Graduate student Danni Jackson led the Colonials over George Mason with 16 points and nine assists. Hatchet File Photo

“By no means were we dominant. There were definitely a lot of things for us to work on,” head coach Jonathan Tsipis said. “But I just believe that in A-10 play, you got to find ways when you’re not at your best offensively, and I think that’s with your defense and rebounding.”

In the first basketball meeting of the Revolutionary Rivalry, the Patriots found success early due to an over aggressive Colonials team. The Patriots started shooting in the bonus with over 12 minutes to play in the first half. Sophomore forward Jonquel Jones had just two fouls in the first four minutes of play.

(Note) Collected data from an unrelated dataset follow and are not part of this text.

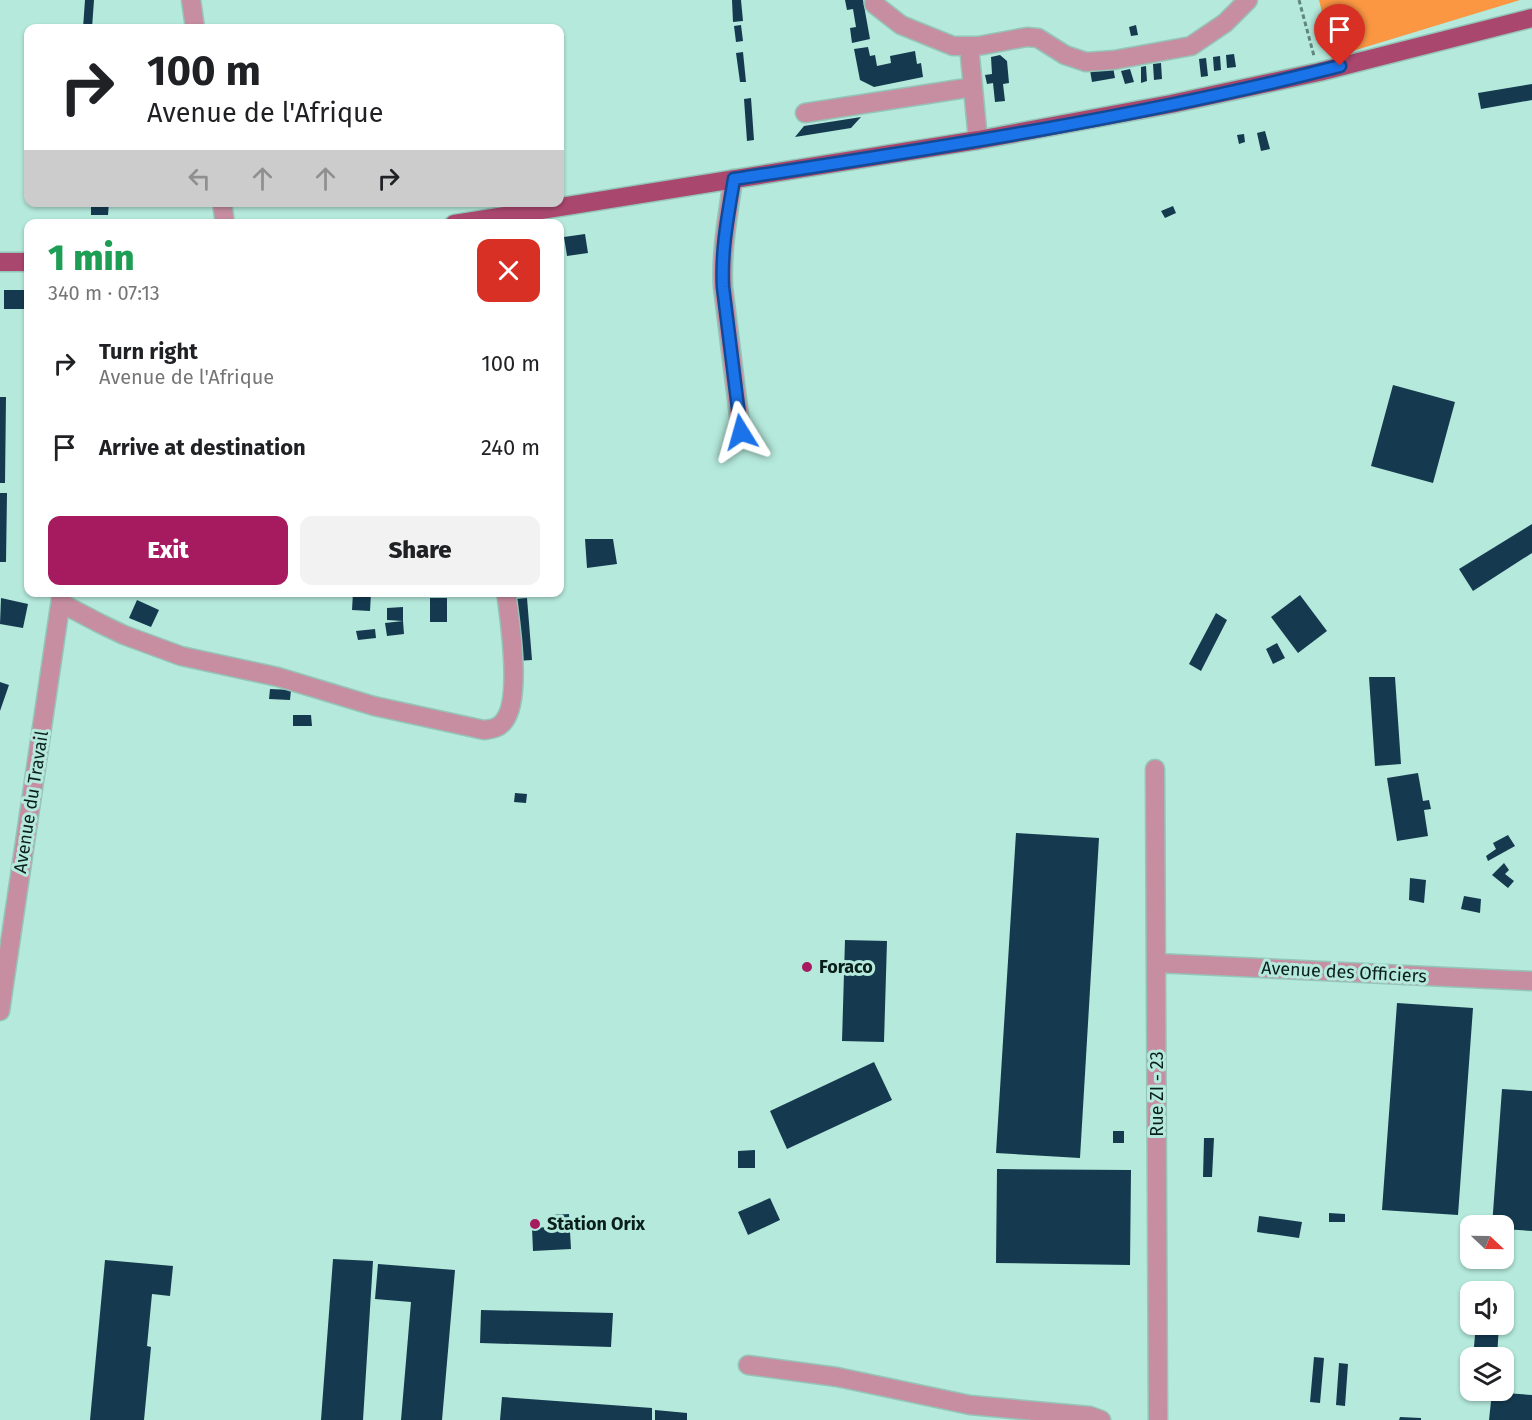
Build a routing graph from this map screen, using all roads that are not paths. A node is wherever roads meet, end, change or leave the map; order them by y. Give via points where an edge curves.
1 (191, 0) edge
2 (1248, 0) edge
3 (874, 4) dead end
4 (1532, 18) edge
5 (194, 24) edge
6 (969, 46) junction
7 (973, 87) junction
8 (805, 113) dead end
9 (978, 141) junction
10 (734, 179) junction
11 (564, 206) edge
12 (556, 207) edge
13 (480, 219) edge
14 (0, 262) edge
15 (24, 262) edge
16 (741, 432) dead end
17 (507, 597) edge
18 (62, 598) edge
19 (1155, 769) dead end
20 (1156, 963) junction
21 (1532, 981) edge
22 (0, 1011) edge
23 (748, 1365) dead end
24 (1101, 1420) edge
25 (1158, 1420) edge

1 - 5 street
2 - 6 street via 1225,23 1191,46 1114,60 1086,62 1027,36
3 - 6 street via 901,25 953,46
4 - 9 main road via 1319,72
6 - 7 street
7 - 8 street
7 - 9 street
9 - 10 main road
10 - 11 main road
10 - 16 street via 722,263
12 - 13 main road
14 - 15 main road
17 - 18 street via 512,636 511,708 496,728 484,729 374,706 278,678 181,656 101,624
18 - 22 street, Avenue du Travail
19 - 20 street, Rue ZI - 23
20 - 21 street, Avenue des Officiers
20 - 25 street, Rue ZI - 23
23 - 24 street via 837,1377 970,1404

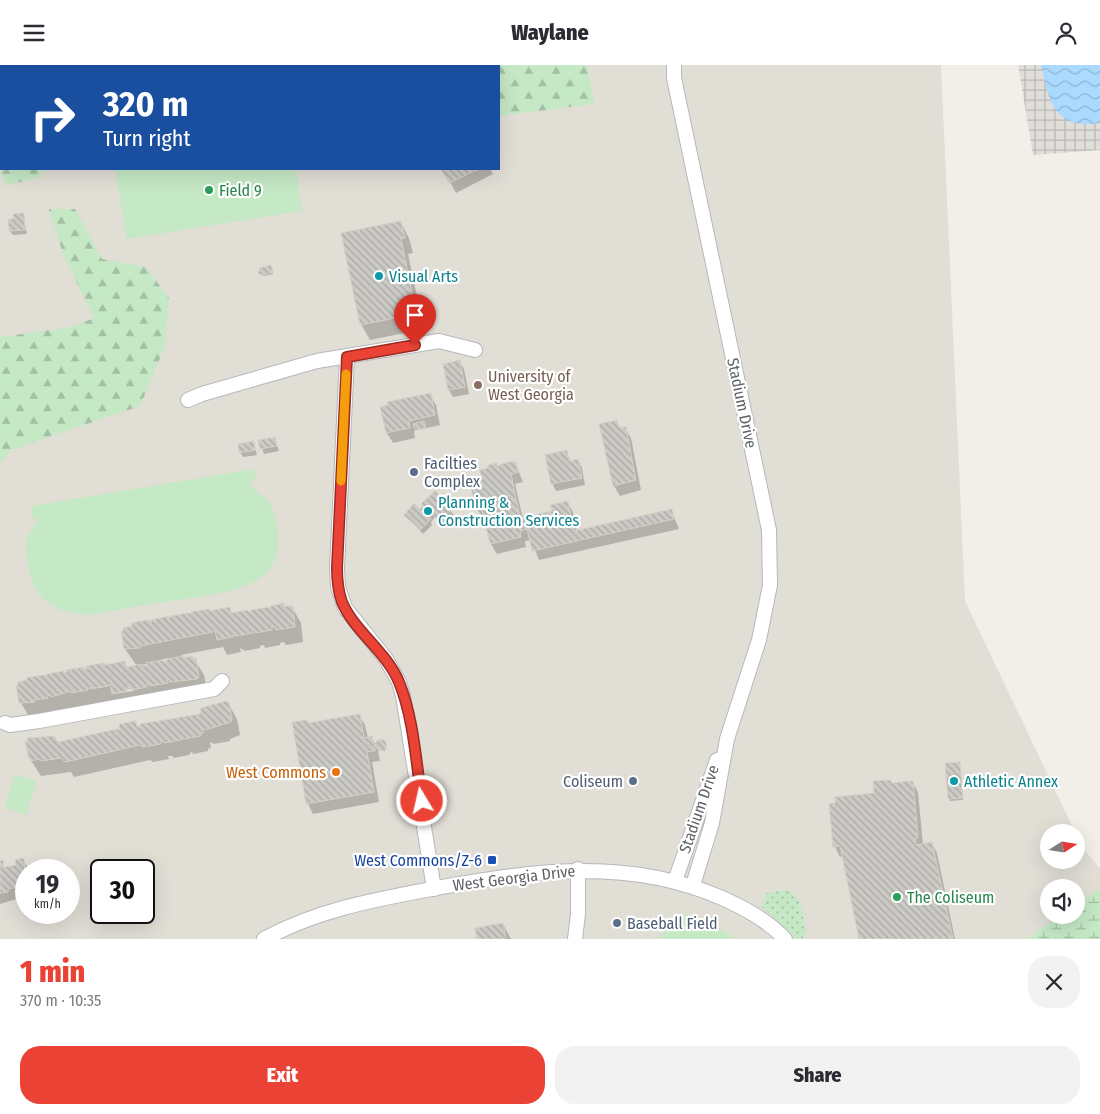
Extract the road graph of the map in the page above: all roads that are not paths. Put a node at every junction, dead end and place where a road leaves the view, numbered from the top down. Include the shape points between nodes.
1 (674, 65) edge
2 (475, 350) dead end
3 (347, 357) junction
4 (188, 400) dead end
5 (222, 681) dead end
6 (6, 723) dead end
7 (727, 739) junction
8 (578, 869) junction
9 (674, 881) junction
10 (693, 885) junction
11 (434, 889) junction
12 (264, 939) edge
13 (575, 939) edge
14 (785, 939) edge

1 - 7 street, Stadium Drive via 674,78 769,531 767,603 759,640
2 - 3 street via 439,341
3 - 4 street via 316,361
3 - 11 street via 338,587 345,608 386,659 403,696
5 - 6 street via 214,689 39,721
7 - 9 street, Stadium Drive via 720,750
7 - 10 street, Stadium Drive via 712,823
8 - 9 street, West Georgia Drive via 649,875
8 - 11 street, West Georgia Drive
8 - 13 street
9 - 10 street, West Georgia Drive
10 - 14 street, West Georgia Drive via 747,909
11 - 12 street, West Georgia Drive via 367,901 321,914

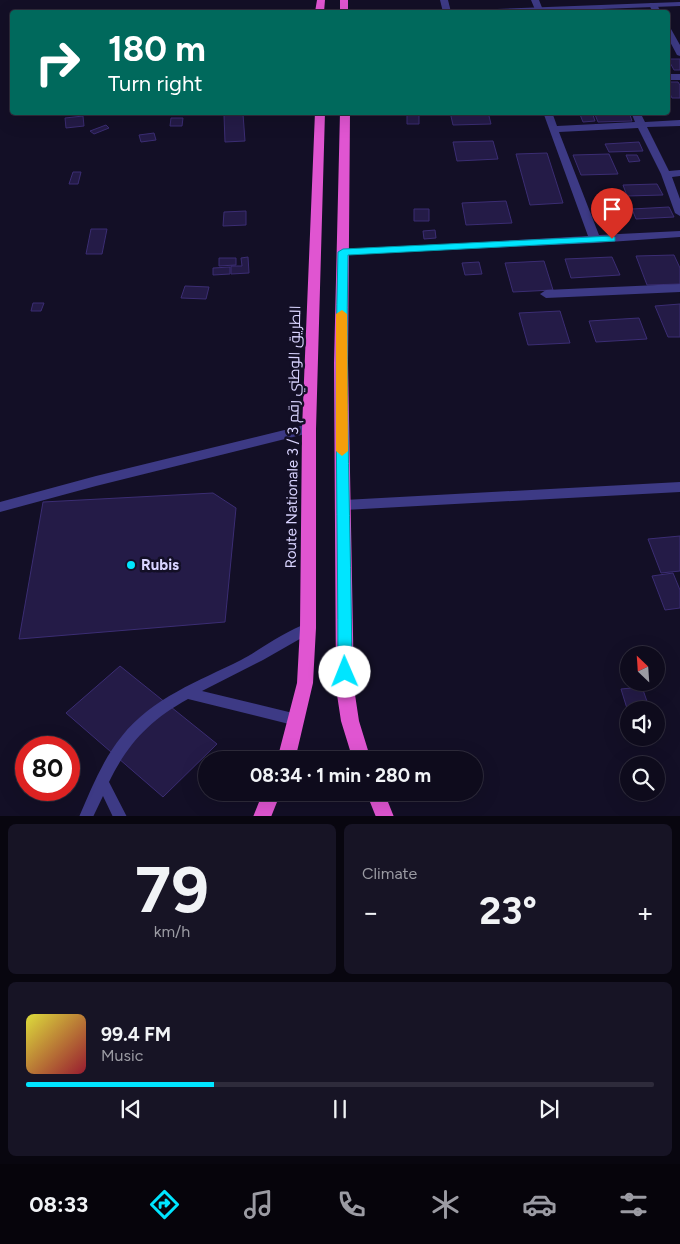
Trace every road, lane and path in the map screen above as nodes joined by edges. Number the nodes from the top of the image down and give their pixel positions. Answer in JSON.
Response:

But GW held George Mason (6-8, 0-1) to 33.3 percent shooting, marked by and 8-32 effort in the second half. The Colonials defensive pressure frustrated the strong Patriots backcourt, and the bigs dominated the glass, out rebounding George Mason 54-39.

Without leading scorer Megan Nipe out with a knee injury for her third straight game, and Jones in foul trouble most of the game, graduate student Danni Jackson led her team once again. She made just four of her 21 shots, but still put up 16 points, while adding nine assists to keep up the energy and pace of the Colonials

“It only feels a little different because this is my last season. I think I’m playing with a little more urgency in the previous years,” Jackson said. “I’m really hungry for these last couple of wins.”

The scoring attack was fairly balanced alongside Jackson, with Chakecia Miller and freshmen Caira Washington and Hannah Schaible all in double figures. Washington picked up a double-double with 14 points and 13 rebounds, while Miller and Schaible added 13 and 12, respectively.

The Colonials were especially efficient at hitting shots when when they needed a basket to squander a potential Mason run.

With the score tied and 6:21 to go in the first half, head coach Jonathan Tsipis called a timeout after his defense allowed the Patriots top player, sophomore Janaa Pickard, who had a team-high 15 points, to make an open jumper near the free throw line.

About a minute later, Miller nailed a jumper assisted by graduate student Danni Jackson that sparked a 10-5 run to close out the half.

With 11:43 to go in the second half, Jackson was fouled driving down the lane, but knocked down the shot, and completed the three-point play at the line. That gave GW a 50-36 lead, ended a 6-0 Patriots 6-0 and put GMU’s leading scorer, Taylor Brown to the bench with her fourth person. Brown would finish with 13 points on the day.

“I think one thing we did really well in the first half was we kept them off the glass and I just think collectively we did a good job team-defense wise on Taylor Brown. She had three shots at the end, but she was stuck at six for a long time,” Tsipis said.

The Colonials won the battle on the offensive boards, picking up a total of 22, highlighted by Washington’s seven. This led to 28 points in the paint and 20 second-chance points for GW. The rebound total for the Colonials was a big uptick at 53, compared to their 41.5 average heading into the game.

A key presence for the Colonials came from a fully healthy graduate student Brooke Wilson, who has been battling knee problems for most of the season. She scored just four points, but brought down 10 rebounds and blocked two shots. Her defensive presence limited the attack of George Mason’s big Janna Pickard and caused trouble for the driving guards of Taylor Brown and Sandra Ngoie.

Wilson, who is in her sixth year with the team, has seen her fair share of games against the Patriots. The last four matches were won by the home team and Thursday night, the trend held, but Wilson could see a change.

“We’re definitely more dominant, especially under coach Tsipis and with his system.”

GW will go onto play defending A-10 champion Saint Joseph’s, Sunday afternoon. It will be their first road game since a loss to Georgetown in early December.